Faith-Based Schools

2008 February 13

(Via Bene Diction) The Internet Monk has written a Screwtape-style critique of Christian schools. If you look carefully, you can also read it as a sort of indictment of the entire evangelical project of creating a fully-formed parallel culture and society.

Thoughts?

8 Responses leave one →
  1. 2008 February 13

    I find it hard to take seriously; he’s backing this up entirely with anecdotes, as far as I can tell. That does nothing to answer the theological/psychological/sociological arguments for something like distinctively Christian schooling.

    I’m sure someone just as clever at sarcasm (Doug Wilson?) could write the exact same thing except directed toward parents who assume public school + hour of sunday school a week (if that) is sufficient to raise a child in the fear and admonition of the Lord. I’m not sure what it accomplishes to write this kind of thing about this issue besides getting some attaboys out of people on your own side.

    But that’s just my .02.

  2. 2008 February 13

    Good find!

    What makes all the difference is whether parents are abdicating their responsibility to parent. Often (and I’m almost certain, since I attended Christian schools for 12 years) the compulsion to toss a kid into a Christian school really is, at the heart, a desperate move to have someone more qualified instill spirituality into kids.

    There are SOME merits of course, but if the choice is Godly parents who are wise and leading, or a Christian institution, the former always wins.

    When will we stop trying to have other people live out our spirituality for us?

    Don’t get me started on why Western “church” (specifically North American church) is actually to blame for the entire phenomenon of Vicarious Spirituality.

  3. 2008 February 13

    Andrew, good comment. Yes, no problems are being dealt with in a meaningful way… but I don’t think that was really the intent.

    There ARE really issues with Christian institutions (as Dan said, attempting to initiate a Parallel Culture).

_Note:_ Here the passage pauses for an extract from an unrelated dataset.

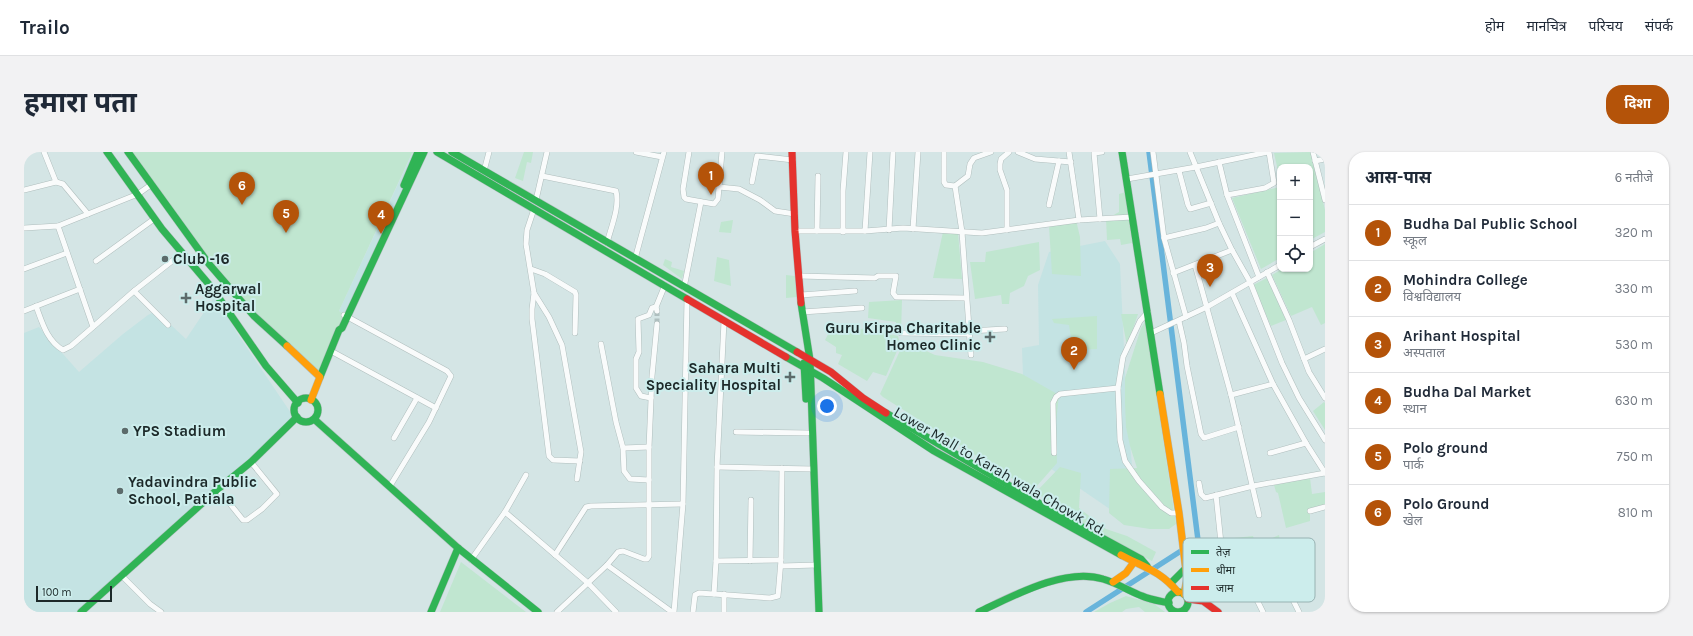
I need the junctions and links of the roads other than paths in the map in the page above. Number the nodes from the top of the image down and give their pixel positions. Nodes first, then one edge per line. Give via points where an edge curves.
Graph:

    Perhaps they could be discussed meaningfully here?

  4. 2008 February 13

    Thank you for the link.

    Michael Spencer has taught for several years, and he does do write theological/psychological/sociological posts on schooling and all sorts of things.

    There are lots of people that are probably better at sarcasm, no reason not to try, I think he did fine.
    Blog on!

  5. 2008 February 13
    Julana permalink

    It’s a lot easier to tear people’s work down than to build them up.

    Every child is unique. Each parent has to look at options available for their children’s education at any given point in time and pick from the best that’s available. It’s not an easy job.

    Alan Jacbos’ had a post on homeschooling (The American Scene) a few days ago that generated hot comments because some readers wanted to generalize about public schools.

    We have a child with special needs, who wouldn’t be accepted at most private schools–an indictment in itself of private Christian schools. Nevertheless, I don’t think one should lodge wholesale attacks against them. Judge each on the merits.

  6. 2008 February 13

    I think the idea behind Spencer posting in this format was to get people talking. It probably worked better than if he had just wrote something like, “Christian school aren’t all that, you know.”

    I’m guessing from Spencer’s CV that he has some experience around Christian schools – all this may have been weighing on him a while. It’s worth asking whether any institution does nothing but put on a thick outer shellac of Christian cultural markers.

  7. 2008 February 13

    What exactly is a “culture”, anyway?

    I think in some ways it makes perfect sense, biblically speaking, that the church would be trying to create its own culture and society. It’s a nation of priests, a new way of organizing human life, a new polis, or its nothing (or nothing new, anyway). At least, that’s what I come away with from the text (after having read both Reformed and more recently, Mennonite, theology, of course).

    I’m sure there are negative ways that this can and has been done, but I don’t think those goals per se are unbiblical or wrong.

  8. 2008 February 13

    A couple things:

    I suppose that I should clarify that when I say cultural markers, I don’t equate that with culture itself.

    What bothers me about the project of generating an evangelical subculture is how uncritically it adopts everything from the dominate culture and creates a sort of shadow of it.